Return to Newsletter Index

Planetary Ponderings - Part 6 of 9: Saturn

by Perry Pezzolanella, MVAS

Saturn is the most beautiful planet to ponder; the simple thought of it conjures up vivid images of beautiful rings. Saturn is the most inspiring planet to view through any telescope regardless of its size.

  • Saturn is the sixth planet from the Sun with an average distance of 885 million miles. It can get as close as 835 million miles or as far as 934 million miles.

  • Saturn is the second largest planet with an equatorial diameter of 73,966 miles and has 48 known moons.

  • A day on Saturn is the second shortest of all planets lasting only 10 hours and 39 minutes, but a year lasts 29.46 Earth years.

  • Saturn's rapid rotation flattens the planet at the poles so that its polar diameter is 66,774 miles, or about 7200 miles less than at the equator.

  • Saturn can come within 740 million miles of Earth, appear as large as 20.6 arc-seconds, and shine as bright as magnitude -0.5.

  • Because Saturn orbits farther from the Sun than Earth, it can never appear less than 99% lit.

  • Saturn is a huge ball of mainly gas surrounding a liquid hydrogen mantle and a small rocky core, The atmosphere is thousands of miles deep and is 92% hydrogen, 8% helium, and less than 1% of all other trace elements.

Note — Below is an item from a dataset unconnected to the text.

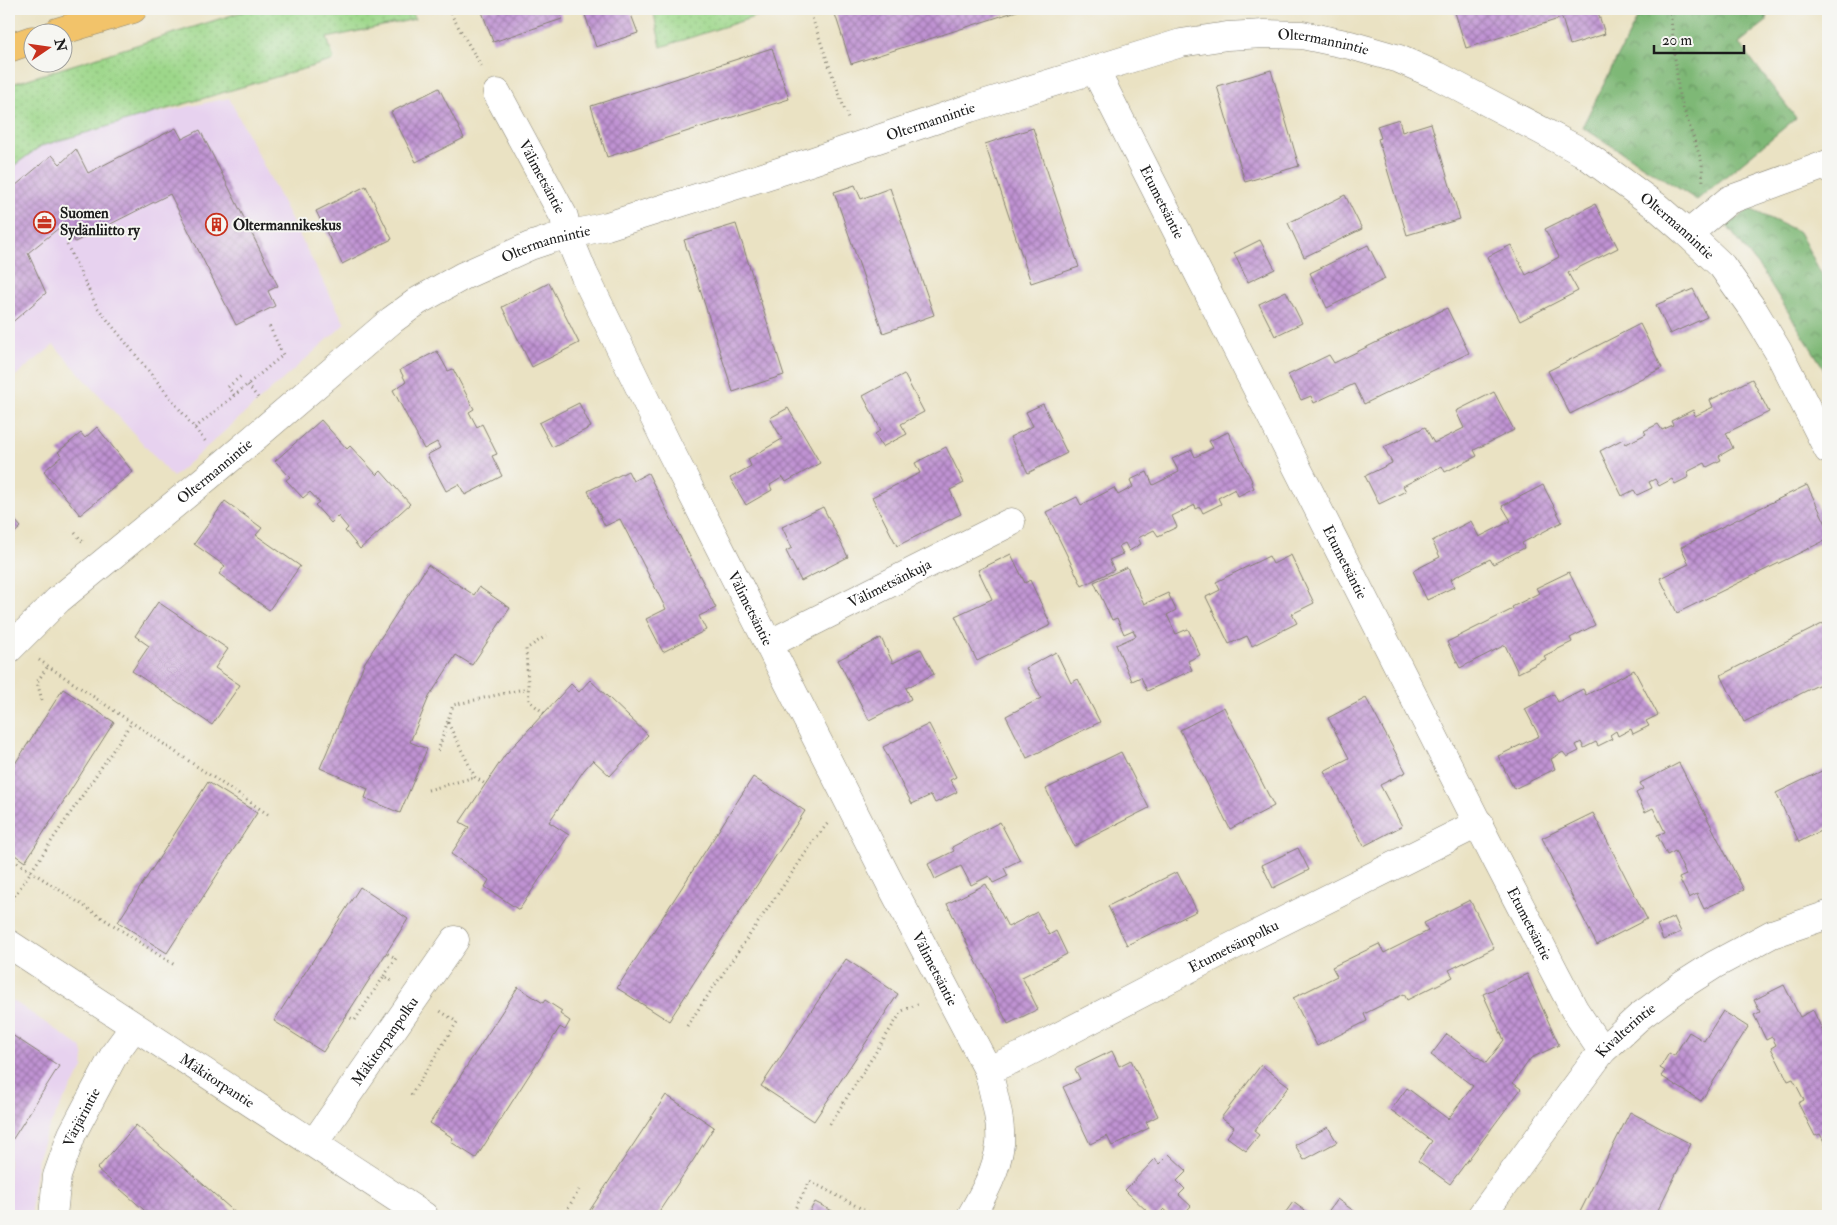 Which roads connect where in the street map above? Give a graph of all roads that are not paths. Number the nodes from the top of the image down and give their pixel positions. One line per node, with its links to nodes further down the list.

  • The huge amount of hydrogen makes Saturn so light that it would float in a tub of water.

  • Saturn is completely cloudy with sulfides giving it a butterscotch hue, but an ammonia haze obscures the finer details.

  • Saturn's cloud tops are as cold as -280° F, but heat from within stirs up huge thunderstorms.

  • The Great White Spots of 1933 and 1990 are huge thunderstorms larger than Earth towering high above the haze. In the intense cold, these clouds may be enormous, Earth-swallowing ammonia blizzards!

  • There is no surface on Saturn. The atmosphere thickens into a slush with increasing depth, pressure, and heat, and eventually into metallic hydrogen like Jupiter.

  • The molten iron core creates a powerful magnetic field (though much weaker than Jupiter's), and aurora, but at least spacecraft can tolerate the radiation better than at Jupiter.

  • Saturn is surrounded by thousands of rings that are created by tidal forces.

  • The rings are made up of millions of pieces of dirty ice ranging in size from a grain of sand to icebergs as large as a small house.

  • The rings are over 200,000 miles across, but are less than 100 feet thick.

  • The rings are so thin that they appear invisible every 15 to 17 years when they become edge-on as seen from Earth.

  • Saturn has strange braided rings and spokes that levitate above and below the main ring plane.

  • Saturn has nine major moons: Mimas, Enceladus, Tethys, Dione, Rhea, Titan, Hyperion, Iapetus, and Phoebe.

  • Mimas looks like Darth Vader's Death Star with a crater so huge that it nearly shattered the moon.

  • Enceladus is the brightest moon in the Solar System reflecting nearly 90% of the Sun's light and is emitting particles of water ice through enormous fissures.

  • Tethys has a huge canyon that stretches nearly three quarters of the way around the moon and many softened craters that hint at a history of glacial flows.

  • Dione has several bright wispy streaks on its surface that are long ridges of reflective water ice.

  • Rhea has so many craters that new ones can only form by destroying old ones and yet only a select few have frost deposits within them.

  • Hyperion appears like a battered hockey puck and wobbles badly, hinting at a possibly recent catastrophic collision that shattered the moon.

  • Iapetus has one side as bright as snow and the other as dark as tar with a huge mountain range straddling the equator. Is the bright material splashed onto Iapetus or did the dark material ooze up from within?

  • Phoebe is a dark cratered moon, possibly a captured asteroid that rotates once every nine hours unlike the other moons that keeps the same face towards Saturn.

  • Titan is completely covered with orange organic smog that is 1.6 times thicker than Earth's atmosphere. It is composed mainly of nitrogen with some methane and other organic compounds.

  • Titan may have seas or lakes of liquid ethane. Organic compounds may rain or snow from the gloomy sky above. Huygens has revealed numerous drainage channels, deltas, and dark lakebeds along with very moist soil indicating it recently rained.

  • Temperatures are as cold as -290° F on the surface of Titan and daylight is no brighter than a moonlit night on Earth.

The arrival of Cassini last year along with the stunning discoveries of Huygens give so much to ponder regarding Saturn, its rings, Titan, and its many moons, that a book could easily be dedicated to this most beautiful gem of the Solar System. The best may be yet to come.